The introduction could be bolstered with a paragraph dedicated to previous work on OSSEs. See the following literature:

• Kamenkovich, I., Haza, A., Gray, A. R., Dufour, C. O., & Garraffo, Z. (2017). Observing System Simulation Experiments for an array of autonomous biogeochemical profiling floats in the Southern Ocean. Journal of Geophysical Research: Oceans, 122(9), 7595–7611. https://doi.org/10.1002/2017JC012819
• Majkut, J. D., Sarmiento, J. L., & Rodgers, K. B. (2014). A growing oceanic carbon uptake: Results from an inversion study of surface pCO2 data. Global Biogeochemical Cycles, 28(4), 335–351. https://doi.org/10.1002/2013GB004585
• Lenton, A., Bopp, L., & Matear, R. J. (2009). Strategies for high-latitude northern hemisphere CO2 sampling now and in the future.
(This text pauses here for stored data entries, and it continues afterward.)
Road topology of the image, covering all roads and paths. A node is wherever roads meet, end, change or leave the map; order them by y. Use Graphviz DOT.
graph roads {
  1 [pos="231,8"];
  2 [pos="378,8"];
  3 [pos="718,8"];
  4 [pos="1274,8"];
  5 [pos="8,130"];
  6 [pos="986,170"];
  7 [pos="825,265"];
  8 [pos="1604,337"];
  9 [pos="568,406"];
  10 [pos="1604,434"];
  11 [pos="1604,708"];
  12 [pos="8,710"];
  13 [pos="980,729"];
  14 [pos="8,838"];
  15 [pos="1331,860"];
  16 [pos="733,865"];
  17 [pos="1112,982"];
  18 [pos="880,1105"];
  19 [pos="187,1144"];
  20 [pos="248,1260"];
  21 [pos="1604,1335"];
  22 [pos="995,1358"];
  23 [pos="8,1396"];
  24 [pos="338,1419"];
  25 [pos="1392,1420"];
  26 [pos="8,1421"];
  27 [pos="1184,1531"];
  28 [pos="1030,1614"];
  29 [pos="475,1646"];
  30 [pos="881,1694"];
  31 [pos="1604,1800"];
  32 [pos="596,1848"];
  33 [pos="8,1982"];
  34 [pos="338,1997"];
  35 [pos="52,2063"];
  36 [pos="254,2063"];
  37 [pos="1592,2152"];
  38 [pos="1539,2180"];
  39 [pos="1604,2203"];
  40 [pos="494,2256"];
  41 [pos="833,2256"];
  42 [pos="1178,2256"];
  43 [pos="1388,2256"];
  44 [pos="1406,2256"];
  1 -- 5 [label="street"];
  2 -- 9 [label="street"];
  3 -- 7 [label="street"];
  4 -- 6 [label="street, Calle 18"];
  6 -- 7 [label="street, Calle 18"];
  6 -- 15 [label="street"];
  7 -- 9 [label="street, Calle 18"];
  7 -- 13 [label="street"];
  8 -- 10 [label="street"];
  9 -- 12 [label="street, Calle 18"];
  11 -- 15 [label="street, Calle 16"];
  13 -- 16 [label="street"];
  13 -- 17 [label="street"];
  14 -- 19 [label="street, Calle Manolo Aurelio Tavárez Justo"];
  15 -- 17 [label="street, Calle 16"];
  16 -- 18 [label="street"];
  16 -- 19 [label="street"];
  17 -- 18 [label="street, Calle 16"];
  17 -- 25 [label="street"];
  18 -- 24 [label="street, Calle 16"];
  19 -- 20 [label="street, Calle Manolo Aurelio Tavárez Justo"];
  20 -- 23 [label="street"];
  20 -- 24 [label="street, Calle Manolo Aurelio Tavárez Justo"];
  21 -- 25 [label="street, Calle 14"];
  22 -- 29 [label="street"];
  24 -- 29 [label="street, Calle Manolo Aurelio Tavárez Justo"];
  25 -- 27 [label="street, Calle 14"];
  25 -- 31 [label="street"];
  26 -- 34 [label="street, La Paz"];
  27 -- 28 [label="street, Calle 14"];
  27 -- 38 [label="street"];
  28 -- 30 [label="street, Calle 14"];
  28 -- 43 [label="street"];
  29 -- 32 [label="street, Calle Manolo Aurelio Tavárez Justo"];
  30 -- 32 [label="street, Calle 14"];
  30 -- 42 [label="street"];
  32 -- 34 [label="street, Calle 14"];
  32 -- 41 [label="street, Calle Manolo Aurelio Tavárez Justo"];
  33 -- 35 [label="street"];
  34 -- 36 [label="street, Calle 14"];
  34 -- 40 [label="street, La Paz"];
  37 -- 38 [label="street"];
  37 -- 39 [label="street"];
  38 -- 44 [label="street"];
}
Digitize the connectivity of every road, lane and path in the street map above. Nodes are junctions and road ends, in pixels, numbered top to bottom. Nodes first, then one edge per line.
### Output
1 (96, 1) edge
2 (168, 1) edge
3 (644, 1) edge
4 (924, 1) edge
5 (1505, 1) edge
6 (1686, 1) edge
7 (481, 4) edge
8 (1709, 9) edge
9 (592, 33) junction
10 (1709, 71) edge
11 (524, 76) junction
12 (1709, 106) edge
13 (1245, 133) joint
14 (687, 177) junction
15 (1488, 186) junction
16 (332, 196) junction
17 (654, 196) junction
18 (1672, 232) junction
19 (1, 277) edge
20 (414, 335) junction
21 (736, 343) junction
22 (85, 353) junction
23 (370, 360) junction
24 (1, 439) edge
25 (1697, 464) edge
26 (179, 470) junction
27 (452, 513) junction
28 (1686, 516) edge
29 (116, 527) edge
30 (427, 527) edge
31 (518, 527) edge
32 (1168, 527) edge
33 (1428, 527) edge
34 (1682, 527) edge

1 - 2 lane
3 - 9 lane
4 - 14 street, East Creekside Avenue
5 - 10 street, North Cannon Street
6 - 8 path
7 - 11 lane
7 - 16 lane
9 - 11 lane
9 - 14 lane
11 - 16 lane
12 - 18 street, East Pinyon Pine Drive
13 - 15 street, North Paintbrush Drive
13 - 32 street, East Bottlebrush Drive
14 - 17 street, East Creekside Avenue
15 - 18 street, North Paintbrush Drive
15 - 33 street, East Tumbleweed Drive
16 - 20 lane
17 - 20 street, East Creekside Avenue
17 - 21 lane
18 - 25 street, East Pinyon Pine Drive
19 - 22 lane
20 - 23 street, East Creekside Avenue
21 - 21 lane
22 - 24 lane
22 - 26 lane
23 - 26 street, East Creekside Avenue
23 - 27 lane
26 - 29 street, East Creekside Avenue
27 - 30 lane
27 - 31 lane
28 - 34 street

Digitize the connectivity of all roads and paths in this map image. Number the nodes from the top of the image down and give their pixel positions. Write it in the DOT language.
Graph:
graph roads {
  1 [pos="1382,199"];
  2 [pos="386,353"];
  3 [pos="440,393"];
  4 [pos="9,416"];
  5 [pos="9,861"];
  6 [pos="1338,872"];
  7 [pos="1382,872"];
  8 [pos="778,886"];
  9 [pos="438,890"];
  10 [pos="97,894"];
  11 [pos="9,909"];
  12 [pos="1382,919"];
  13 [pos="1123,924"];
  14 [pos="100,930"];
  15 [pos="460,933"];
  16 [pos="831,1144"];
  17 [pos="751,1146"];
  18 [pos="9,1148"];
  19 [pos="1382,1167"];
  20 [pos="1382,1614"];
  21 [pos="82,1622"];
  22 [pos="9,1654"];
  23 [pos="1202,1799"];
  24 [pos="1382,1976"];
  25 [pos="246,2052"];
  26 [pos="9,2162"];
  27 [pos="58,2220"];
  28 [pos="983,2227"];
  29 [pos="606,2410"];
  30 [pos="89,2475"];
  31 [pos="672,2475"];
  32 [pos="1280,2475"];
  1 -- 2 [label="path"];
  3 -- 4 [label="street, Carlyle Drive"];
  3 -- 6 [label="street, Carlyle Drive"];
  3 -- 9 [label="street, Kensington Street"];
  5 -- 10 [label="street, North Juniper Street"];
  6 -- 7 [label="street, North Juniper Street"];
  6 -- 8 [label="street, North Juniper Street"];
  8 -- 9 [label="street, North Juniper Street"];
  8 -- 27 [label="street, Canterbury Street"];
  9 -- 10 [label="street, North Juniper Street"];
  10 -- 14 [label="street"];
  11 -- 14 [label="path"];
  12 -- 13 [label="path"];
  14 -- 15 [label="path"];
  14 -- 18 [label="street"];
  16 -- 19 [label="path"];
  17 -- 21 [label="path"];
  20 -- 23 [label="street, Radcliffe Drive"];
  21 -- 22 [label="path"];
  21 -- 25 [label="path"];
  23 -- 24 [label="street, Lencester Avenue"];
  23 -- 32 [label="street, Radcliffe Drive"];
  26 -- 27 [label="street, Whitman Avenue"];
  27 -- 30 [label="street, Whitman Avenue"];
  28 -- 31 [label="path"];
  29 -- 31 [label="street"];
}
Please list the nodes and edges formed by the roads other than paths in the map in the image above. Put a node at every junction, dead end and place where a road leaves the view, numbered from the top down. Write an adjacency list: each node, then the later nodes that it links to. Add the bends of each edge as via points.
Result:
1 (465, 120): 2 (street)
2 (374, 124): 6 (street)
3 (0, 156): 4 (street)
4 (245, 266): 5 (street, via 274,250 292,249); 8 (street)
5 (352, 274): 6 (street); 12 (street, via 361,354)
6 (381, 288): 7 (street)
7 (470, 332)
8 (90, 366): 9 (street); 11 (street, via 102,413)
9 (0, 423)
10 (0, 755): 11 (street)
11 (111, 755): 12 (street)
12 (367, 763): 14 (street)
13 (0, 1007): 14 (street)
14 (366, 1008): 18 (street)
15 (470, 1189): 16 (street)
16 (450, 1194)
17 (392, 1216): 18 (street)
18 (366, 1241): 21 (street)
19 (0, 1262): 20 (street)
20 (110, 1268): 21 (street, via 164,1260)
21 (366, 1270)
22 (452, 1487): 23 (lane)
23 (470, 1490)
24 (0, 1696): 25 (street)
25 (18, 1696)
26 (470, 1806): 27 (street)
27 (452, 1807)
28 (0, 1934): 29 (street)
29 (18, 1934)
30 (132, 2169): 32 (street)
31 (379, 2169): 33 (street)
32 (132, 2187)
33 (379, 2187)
Deep-Sea Research Part II: Topical Studies in Oceanography, 56(8–10), 523–532. https://doi.org/10.1016/j.dsr2.2008.12.008
• Scheel Monteiro, P. M., Schuster, U., Hood, M., Lenton, A., Metzl, N., Olsen, A., Rodgers, K. B., Sabine, C. L., Takahashi, T. T., Tilbrook, B., Yoder, J. A., Wanninkhof, R. H., & Watson, A. J. (2010). A Global Sea Surface Carbon Observing System: Assessment of Changing Sea Surface CO2 and Air-Sea CO2 Fluxes. Proceedings of OceanObs’09: Sustained Ocean Observations and Information for Society, 1, 702–714. https://doi.org/10.5270/OceanObs09.cwp.64

FIGURES

I like the choice of figures, but I feel that they could be improved by keeping the following in mind:

• Increase the axes label and legend text size
• Improve subplot title and number placement
• Captions should be more descriptive. There is very little information at the moment.
• The data to ink ratio is sometimes skewed too heavily toward the latter. The data should always be prioritized. Some pointers in this regard:
  • Remove excess axes lines (e.g. target plots have a lot of empty space)
  • If axes limits are shared, only the leftmost and bottom figures would need axes labels.
  • For maps, don’t draw rivers – they are not important for your study.
  • Scale the color bars proportionately to the figures.
• I’ve noticed that markers for OSSEs 1, 3, 4, and 10 are in bold. Be explicit why these are bold.